FIGURE 1.

Kinetics of the liver-stage response to malaria. CFSE-labeled splenocytes (1 × 10⁷) from HAd5-MVA TIPeGFP or GFP-vaccinated mice were transferred into BALB/c mice 1 d prior to i.v. challenge with 1000 P. berghei sporozoites. Mice were sacrificed before challenge (day 0) and 1, 2, and 3 d postchallenge to analyze the response in the livers and liver-draining lymph nodes (celiac and portal) by flow cytometry. Cells were stimulated with Pb9 or GFP peptide for 6 h prior to surface staining with Live/Dead Aqua, CD8–Pacific Blue, CD62L-PerCP-Cy5.5, CD127–bi av-qDot 565, CD4–eFluor 450, CD25–Alexa Fluor 700, CD44-allophycocyanin-Cy7, and intracellular staining for IL-2–PE, TNF-α–PE-Cy7, and IFN-γ–allophycocyanin.
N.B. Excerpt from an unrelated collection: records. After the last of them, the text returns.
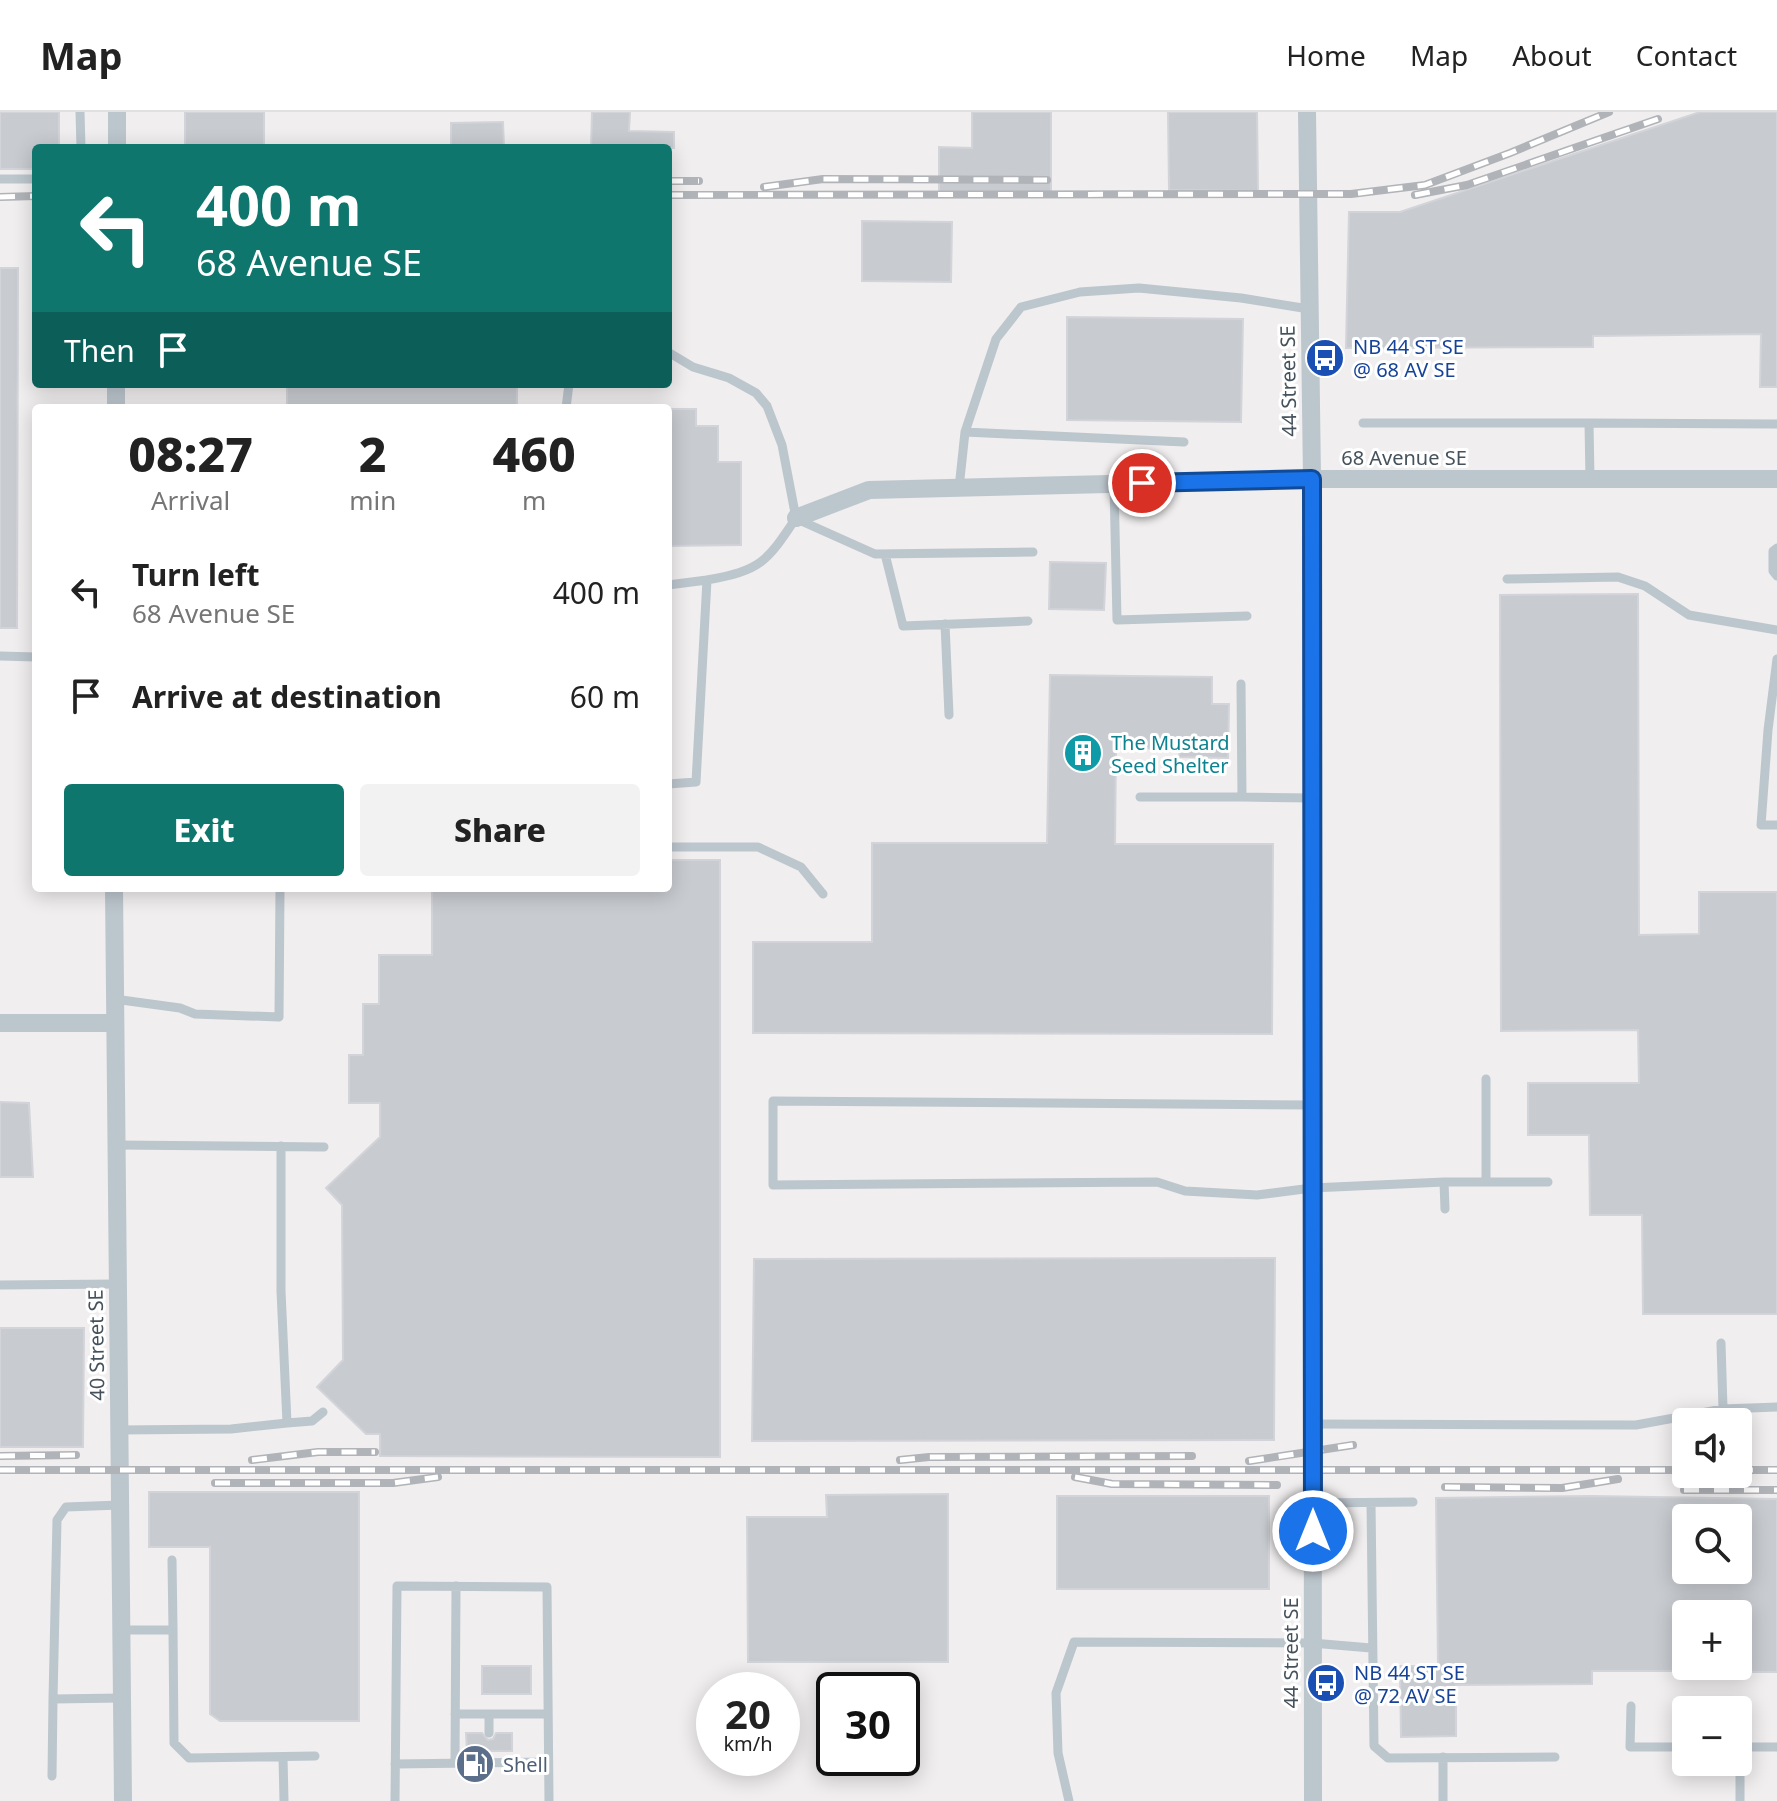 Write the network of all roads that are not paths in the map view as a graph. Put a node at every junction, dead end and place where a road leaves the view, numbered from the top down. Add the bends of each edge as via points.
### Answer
1 (80, 112) edge
2 (117, 112) edge
3 (1307, 112) edge
4 (81, 144) edge
5 (117, 144) edge
6 (0, 179) edge
7 (32, 179) edge
8 (1309, 309) junction
9 (672, 354) edge
10 (1363, 423) dead end
11 (1589, 423) junction
12 (1777, 424) edge
13 (965, 432) junction
14 (1184, 442) dead end
15 (1312, 479) junction
16 (1590, 479) junction
17 (1777, 479) edge
18 (1114, 484) junction
19 (959, 488) junction
20 (796, 518) junction
21 (1777, 548) edge
22 (1033, 552) dead end
23 (885, 554) junction
24 (1777, 576) edge
25 (1507, 579) dead end
26 (707, 580) junction
27 (672, 584) edge
28 (1247, 616) dead end
29 (1028, 621) dead end
30 (945, 624) junction
31 (1777, 630) edge
32 (0, 656) edge
33 (32, 657) edge
34 (1777, 659) edge
35 (1241, 684) dead end
36 (949, 715) dead end
37 (672, 784) edge
38 (1140, 797) dead end
39 (1242, 797) junction
40 (1312, 798) junction
41 (1777, 825) edge
42 (672, 847) edge
43 (114, 892) edge
44 (280, 892) edge
45 (823, 894) dead end
46 (114, 999) junction
47 (0, 1023) edge
48 (114, 1023) junction
49 (1486, 1079) dead end
50 (1313, 1105) junction
51 (116, 1145) junction
52 (281, 1146) junction
53 (324, 1147) dead end
54 (1444, 1182) junction
55 (1486, 1182) junction
56 (1548, 1182) dead end
57 (1312, 1188) junction
58 (1445, 1209) dead end
59 (118, 1284) junction
60 (0, 1285) edge
61 (1721, 1343) dead end
62 (1777, 1407) edge
63 (1723, 1408) edge
64 (1750, 1408) edge
65 (323, 1412) dead end
66 (1672, 1418) edge
67 (287, 1423) junction
68 (1313, 1424) junction
69 (120, 1430) junction
70 (1413, 1502) dead end
71 (1313, 1503) junction
72 (1371, 1503) junction
73 (120, 1505) junction
74 (172, 1560) dead end
75 (456, 1586) junction
76 (121, 1630) junction
77 (173, 1630) junction
78 (1312, 1643) junction
79 (1371, 1648) junction
80 (122, 1698) junction
81 (53, 1699) junction
82 (1631, 1706) dead end
83 (455, 1714) junction
84 (489, 1714) junction
85 (547, 1714) junction
86 (489, 1733) dead end
87 (1672, 1747) edge
88 (1752, 1747) edge
89 (1777, 1747) edge
90 (490, 1751) dead end
91 (315, 1756) dead end
92 (283, 1757) junction
93 (1443, 1757) junction
94 (1555, 1757) dead end
95 (548, 1762) junction
96 (455, 1763) junction
97 (490, 1763) junction
98 (395, 1764) junction
99 (52, 1776) dead end
100 (1740, 1776) edge
101 (123, 1801) edge
102 (284, 1801) edge
103 (395, 1801) edge
104 (549, 1801) edge
105 (1069, 1801) edge
106 (1313, 1801) edge
107 (1443, 1801) edge
108 (1740, 1801) edge

1 - 4 lane
2 - 5 street
3 - 8 street, 44 Street SE
6 - 7 lane
8 - 13 lane via 1139,288 1080,292 1021,307 996,339
8 - 15 street, 44 Street SE
9 - 20 lane via 729,378 767,406 782,445
10 - 11 lane
11 - 12 lane
11 - 16 lane
13 - 14 lane
13 - 19 lane
15 - 16 street, 68 Avenue SE
15 - 18 street, 68 Avenue SE
15 - 40 street, 44 Street SE
16 - 17 street, 68 Avenue SE
18 - 19 street, 68 Avenue SE
18 - 28 lane via 1117,620
19 - 20 street, 68 Avenue SE via 869,490
20 - 23 lane
20 - 26 lane via 757,567
21 - 24 lane
22 - 23 lane
23 - 30 lane via 903,626
25 - 31 lane via 1618,577 1645,586 1689,615
26 - 27 lane
26 - 37 lane via 696,782
29 - 30 lane
30 - 36 lane
32 - 33 lane
34 - 41 lane via 1761,825
35 - 39 lane
38 - 39 lane
39 - 40 lane
40 - 50 street, 44 Street SE
42 - 45 lane via 758,847 801,867
43 - 46 street, 40 Street SE
44 - 46 lane via 279,1017 195,1014
46 - 48 street, 40 Street SE
47 - 48 street
48 - 51 street, 40 Street SE
49 - 55 lane
50 - 57 street, 44 Street SE
50 - 57 lane via 773,1101 773,1185 1157,1182 1185,1191 1257,1195
51 - 52 lane
51 - 59 street, 40 Street SE
52 - 53 lane
52 - 67 lane
54 - 55 lane
54 - 57 lane
54 - 58 lane
55 - 56 lane
57 - 68 street, 44 Street SE
59 - 60 lane
59 - 69 street, 40 Street SE
61 - 63 lane
62 - 64 lane
65 - 67 lane via 312,1421
66 - 68 lane via 1636,1425
67 - 69 lane
68 - 71 street, 44 Street SE
69 - 73 street, 40 Street SE
70 - 72 lane
71 - 72 lane
71 - 78 street, 44 Street SE
72 - 79 lane
73 - 76 street, 40 Street SE
73 - 81 lane via 66,1507 57,1520
74 - 77 lane
75 - 83 lane
75 - 85 lane via 547,1587
75 - 98 lane via 397,1586
76 - 77 lane
76 - 80 street, 40 Street SE
77 - 92 lane via 174,1743 189,1758
78 - 79 lane
78 - 105 lane via 1074,1642 1056,1693 1058,1753
78 - 106 street, 44 Street SE
79 - 93 lane via 1374,1746 1388,1758
80 - 81 lane
80 - 101 street, 40 Street SE
81 - 99 lane
82 - 87 lane via 1630,1747
83 - 84 lane
83 - 96 lane
84 - 85 lane
84 - 86 lane
85 - 95 lane
88 - 89 lane
90 - 97 lane
91 - 92 lane
92 - 102 lane
93 - 94 lane
93 - 107 lane
95 - 97 lane
95 - 104 lane
96 - 97 lane
96 - 98 lane
98 - 103 lane
100 - 108 lane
Representative dot plots (A) show CD44 versus CFSE expression of all CD8⁺ T cells isolated from the liver after sporozoite challenge. Owing to the low frequency of dividing cells observed, the Pb9, GFP, and media fcs file from each mouse were pooled together (concatenated) for presentation. Graphs represent the frequency of Pb9 IFN-γ–producing CD8⁺ T cells from TIPeGFP-vaccinated mice (●) or GFP IFN-γ–producing CD8⁺ T cells (□) from GFP-vaccinated mice as a percentage of donor CFSE⁺CD8⁺ T cells (B) or total CD8⁺ T cells (C), the frequency of dividing cells as a percentage of donor CFSE⁺CD8⁺ T cells (D), or total CD8⁺ T cells (E) isolated from the liver (top panel), liver-draining lymph node (middle panel), or spleen (bottom panel). (F) The graph represents the ratio of IFN-γ⁺ Pb9 to IFN-γ⁺ GFP cells in each organ only in the TIPeGFP recipient mice. Each animal is represented by a single point and the mean per group is represented by the line; data are representative of two similar experiments.